Ammunition & Innovation In Purdey Gunmaking

Ammunition & Innovation In Purdey Gunmaking

Caroline Roddis is a freelance journalist and consultant specialising in shooting, wine, cigars and whisky. She is a keen shot and a Liveryman of the Worshipful Company of Gunmakers.

I am standing in the Purdey ammunition store staring at a box of bismuth cartridges emblazoned with the company’s smart branding. Unremarkable, perhaps, except discrepancies in the logo and text demonstrate that this box is almost three decades old. 

Eley introduced bismuth cartridges to market around 1995, and this box is one of the survivors from stock Purdey commissioned around the same time. It’s far from the only curiosity nestled next to the decidedly more modern boxes available to clients – particularly eye-catching is the molyshot, made from molybdenum, that’s even older than the bismuth. 

Given that the brand is synonymous with more than 200 years of tradition, this evidence that it’s been consistently at the forefront of experimenting with new ammunition could be seen as slightly surprising. The impetus behind this quest for the new, however, is quintessentially Purdey. 

“It's the fact that a client might ask us and we should know what we can serve them,” says gunroom manager Dr Nicholas Harlow. “We accept that we are going to end up building guns that will outlast us, so we’re always seeking to understand what’s possible.”

It’s not just their gunmaking clients who benefit from this constant inquisitiveness: as a heritage brand and reliable source of cartridges, Purdey deals with ammunition queries from the wider shooting community on an almost daily basis. Many of these are reflective of the widespread uncertainty around what non toxic shot is available, how it performs and what should be used when. Given the amount of debate in the industry on this topic, the snail-like pace of the final Health and Safety Executive report on lead in ammunition (delayed until, according to MP Robbie Moore, “later this year”) and the sheer amount of conflicting opinions available, these questions are perhaps inevitable as shooters try to muddle through an uncertain landscape. 

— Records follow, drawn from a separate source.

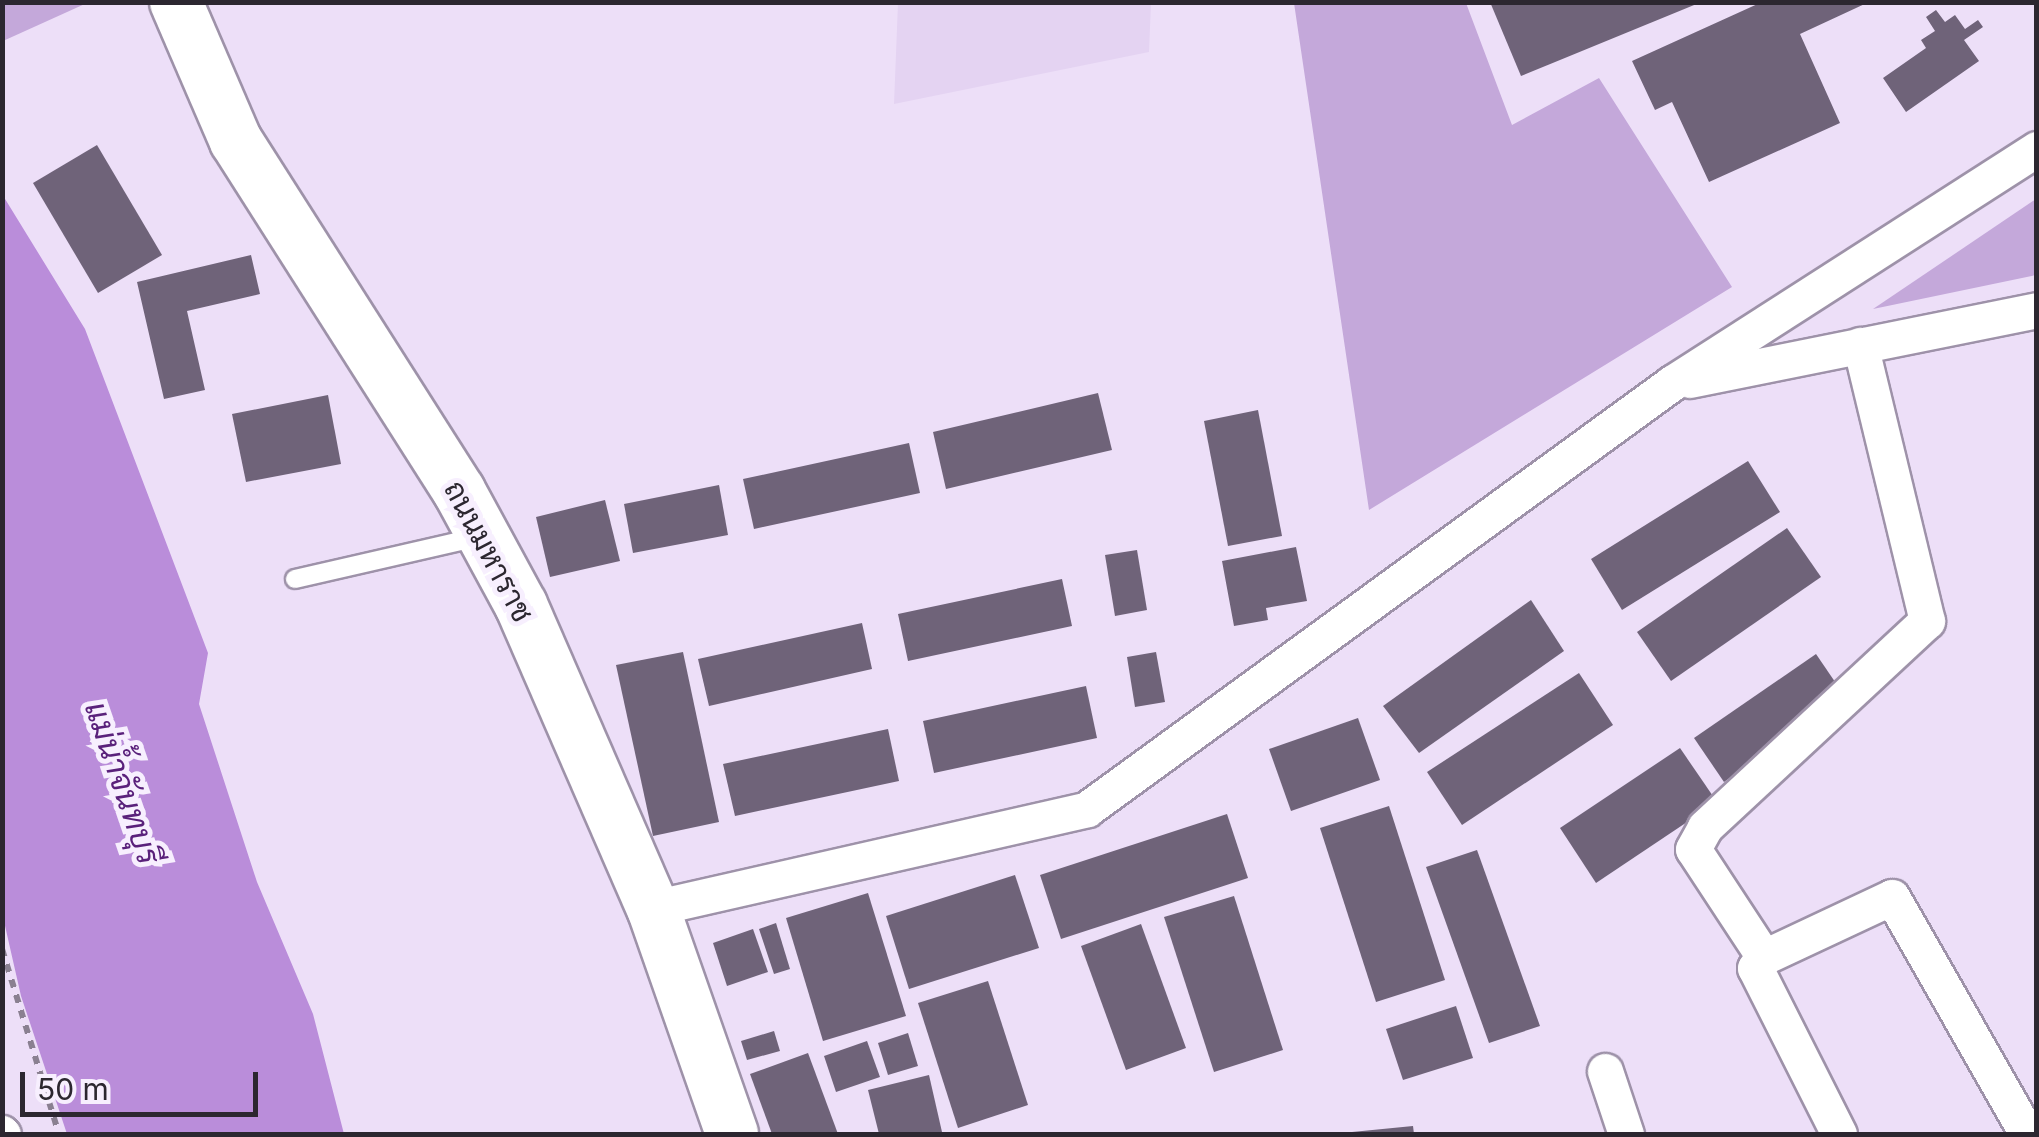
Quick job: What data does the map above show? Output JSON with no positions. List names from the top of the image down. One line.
{"streets":{"street":["ถนนมหาราช"]},"water":["แม่น้ำจันทบุรี"],"scale_bar":"50 m"}
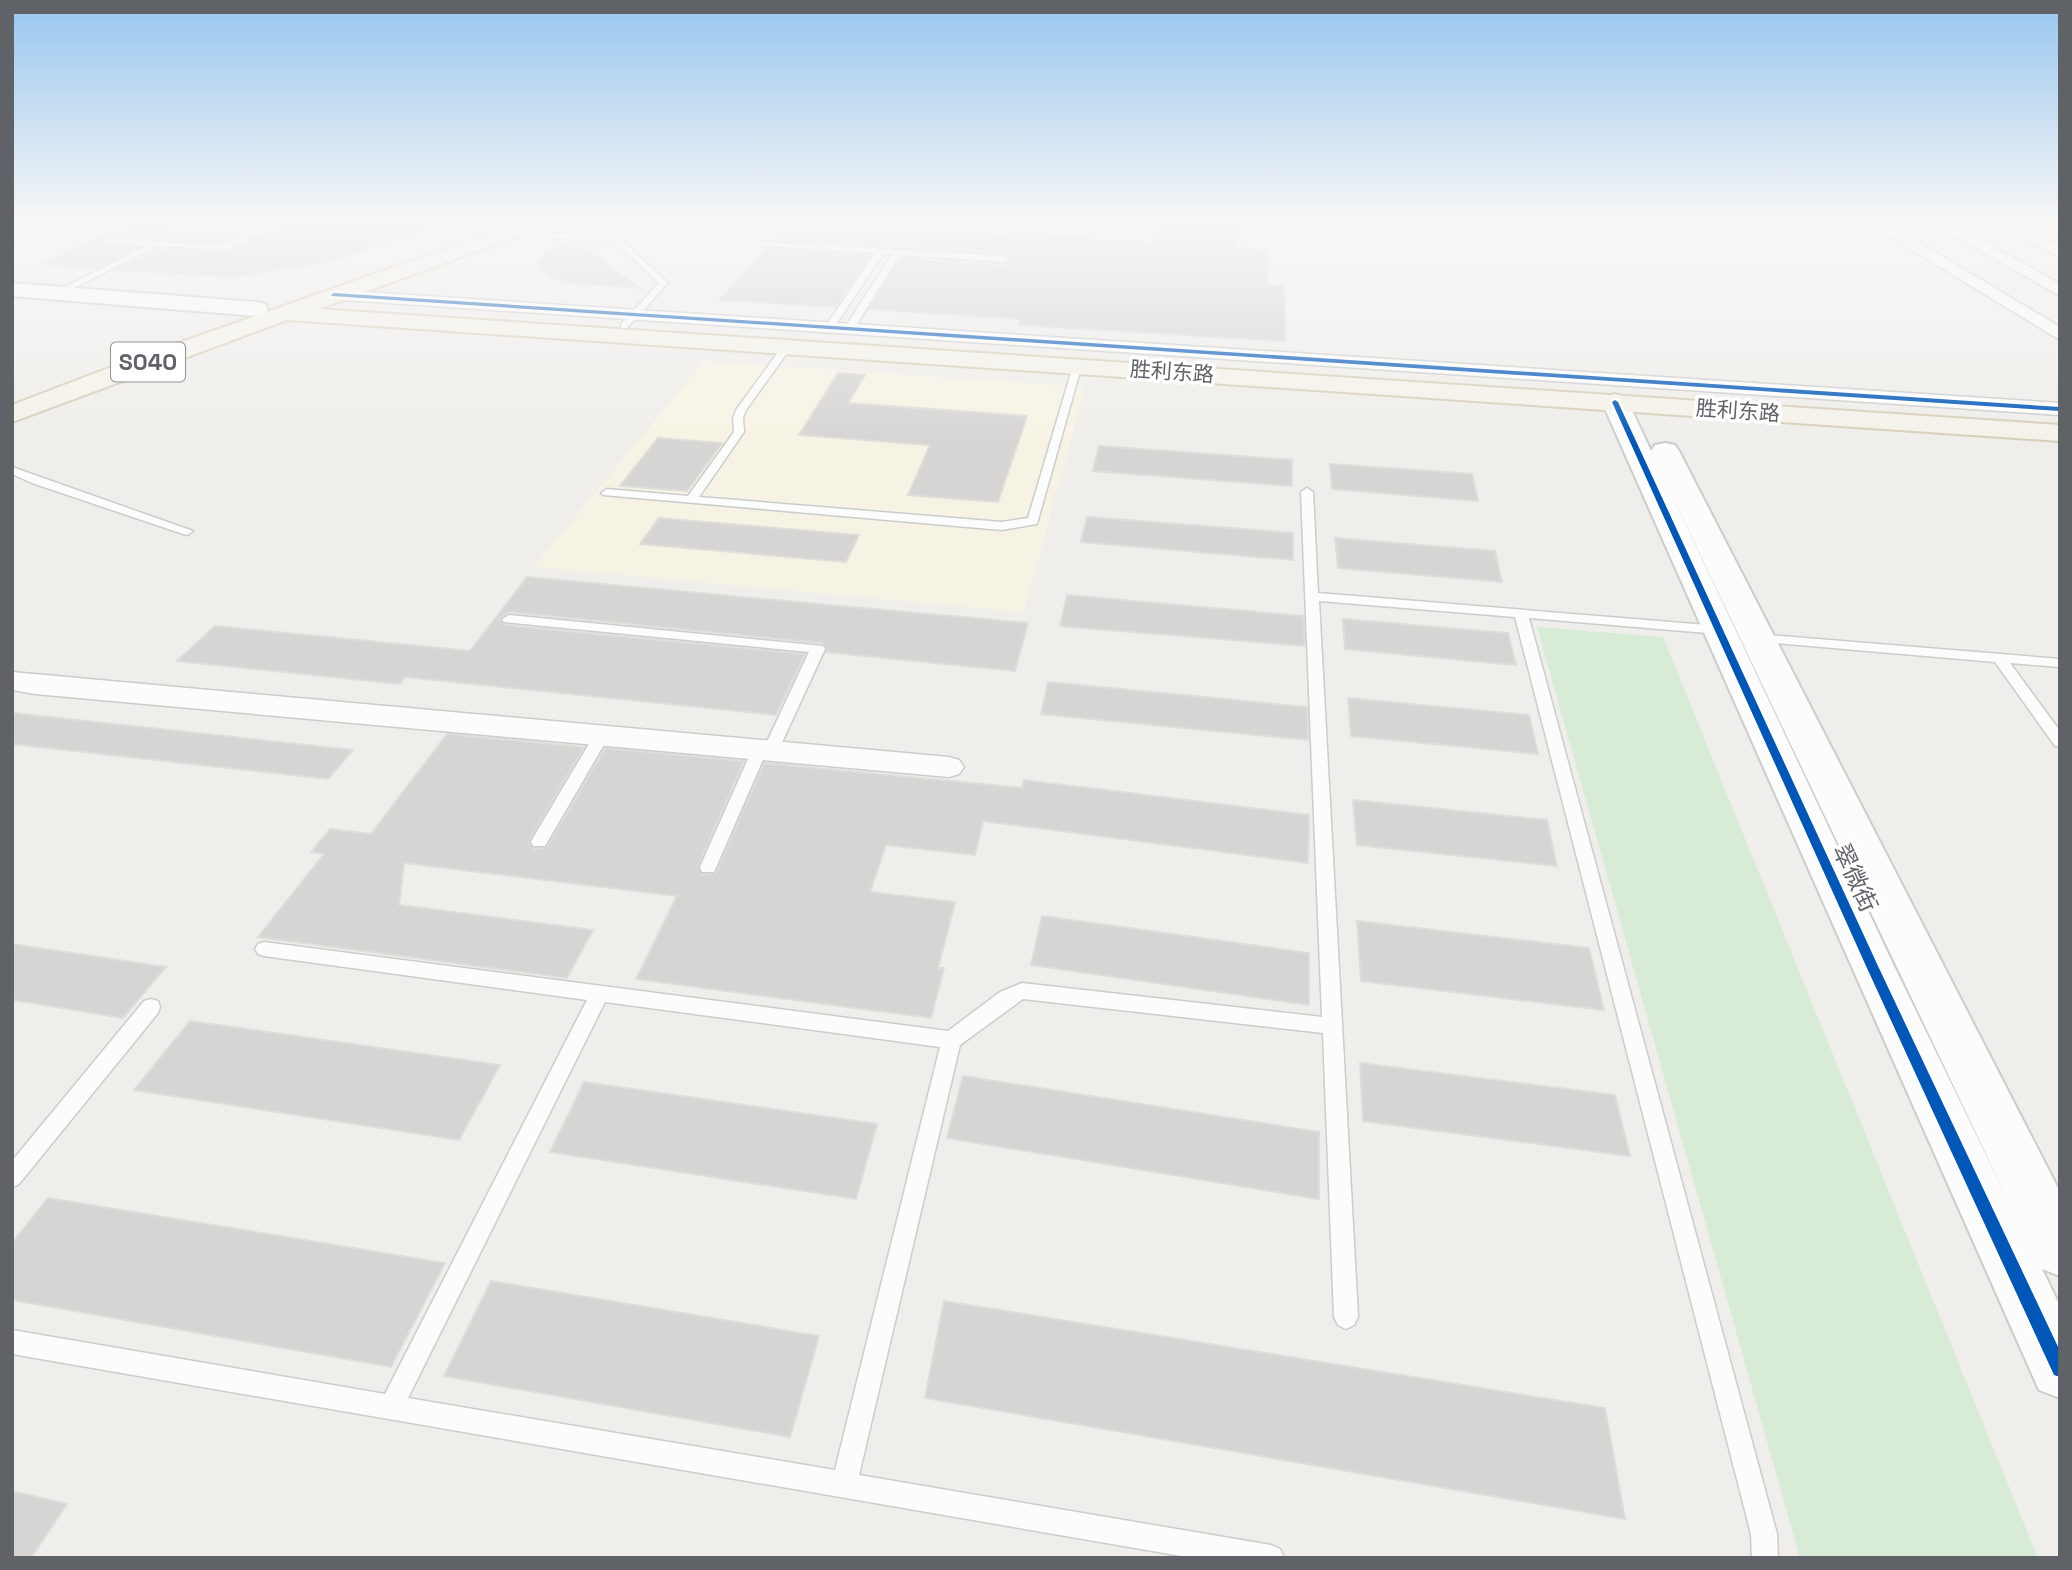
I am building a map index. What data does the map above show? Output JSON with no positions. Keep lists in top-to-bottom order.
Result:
{
  "streets": {
    "main road": ["S040", "胜利东路"],
    "street": ["翠微街"]
  },
  "crossings": [
    ["S040", "胜利东路"],
    ["胜利东路", "翠微街"]
  ]
}
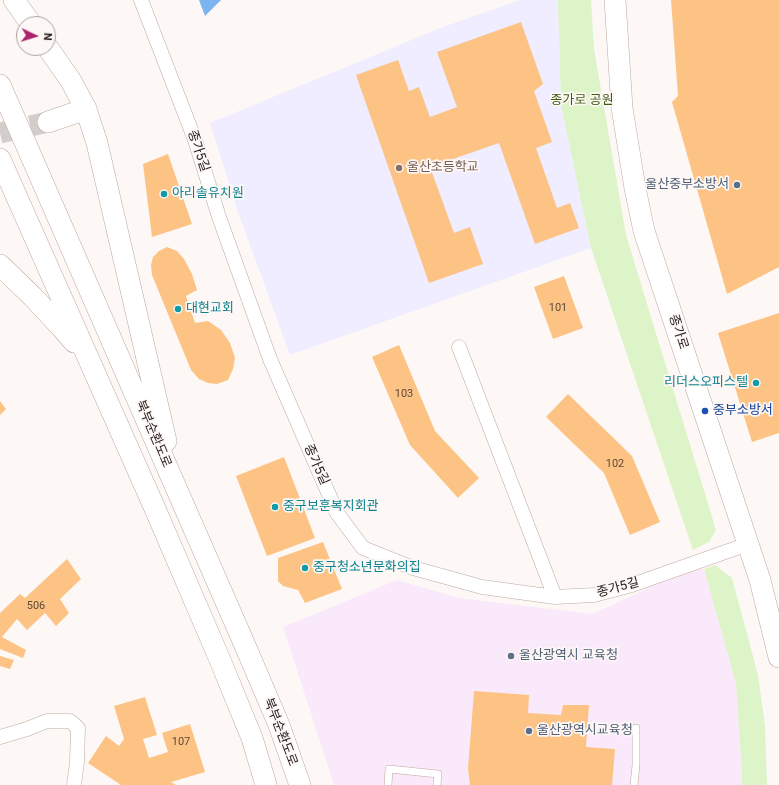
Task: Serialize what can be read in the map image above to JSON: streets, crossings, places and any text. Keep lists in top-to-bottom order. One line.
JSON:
{"streets":{"main road":["종가로","북부순환도로"],"street":["종가5길"]},"crossings":[["종가5길","종가로"]],"parks":["종가로 공원"],"places":["울산초등학교","울산중부소방서","아리솔유치원","대현교회","리더스오피스텔","중부소방서","중구보훈복지회관","중구청소년문화의집","울산광역시 교육청","울산광역시교육청"],"house_numbers":["101","103","102","506","107"],"north":"right"}
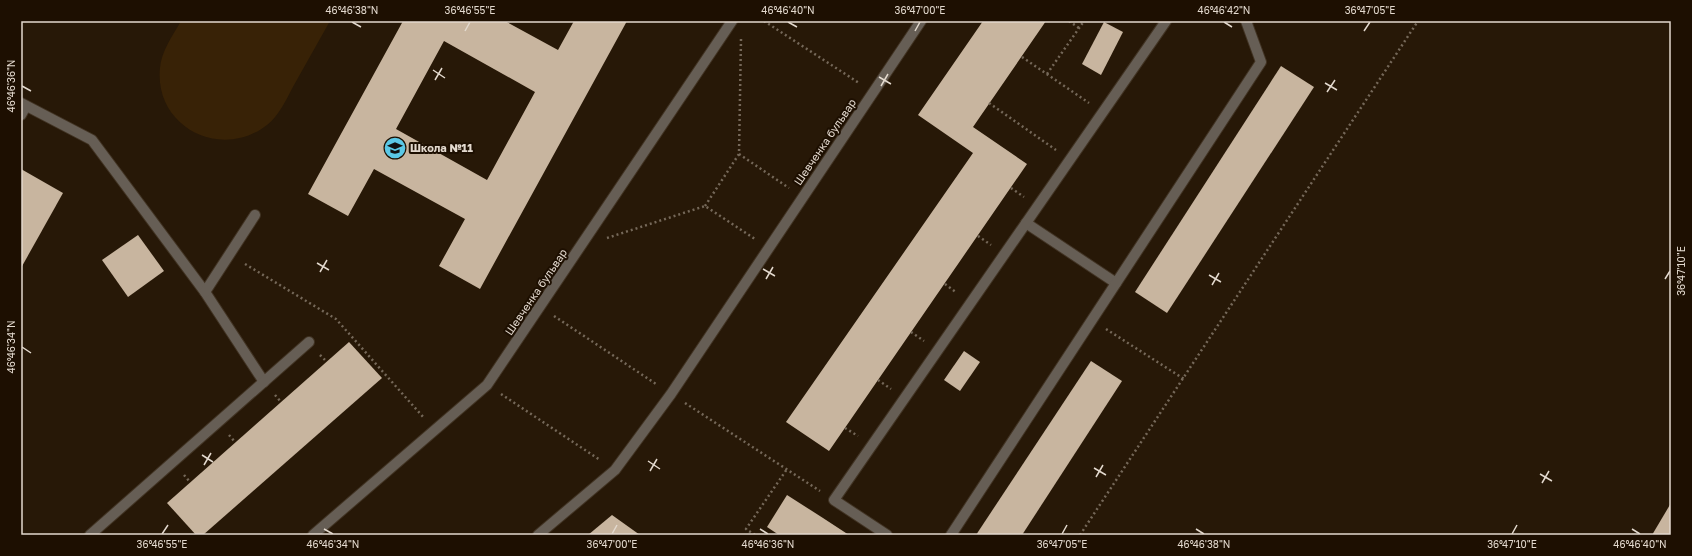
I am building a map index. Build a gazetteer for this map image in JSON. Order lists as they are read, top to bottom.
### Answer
{
  "streets": {
    "street": ["Шевченка бульвар"]
  },
  "places": {
    "school or university": ["Школа №11"]
  },
  "coordinates": [
    "46°46'38\"N",
    "36°46'55\"E",
    "46°46'40\"N",
    "36°47'00\"E",
    "46°46'42\"N",
    "36°47'05\"E",
    "46°46'36\"N",
    "36°47'10\"E",
    "46°46'34\"N"
  ]
}
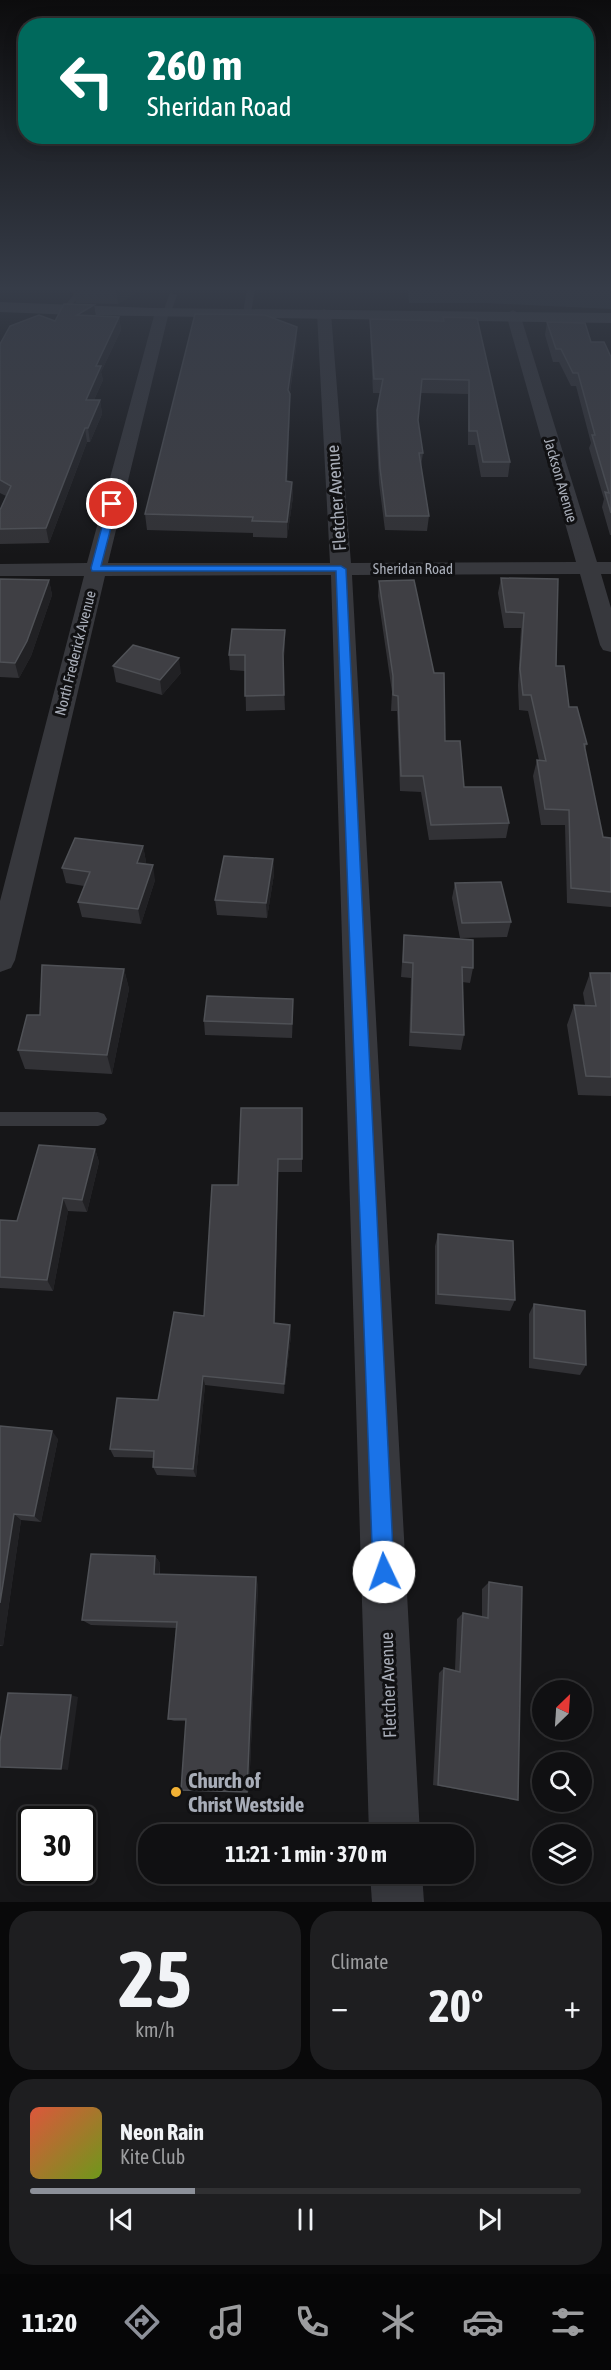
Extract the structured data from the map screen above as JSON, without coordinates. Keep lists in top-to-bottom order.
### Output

Indeed, scroll through a hundred different views on whether or not you can stop a pheasant with steel shot and it’s hard not to feel like there’s a dearth of reliable thought leadership on this subject, which is surely why some manufacturers have started to align themselves with particular types of non-lead ammunition – or indeed invent their own. Is Purdey, whose only branded cartridges (bar of course those vintage bismuth) are currently lead, doing itself and its customers a disservice by not following suit?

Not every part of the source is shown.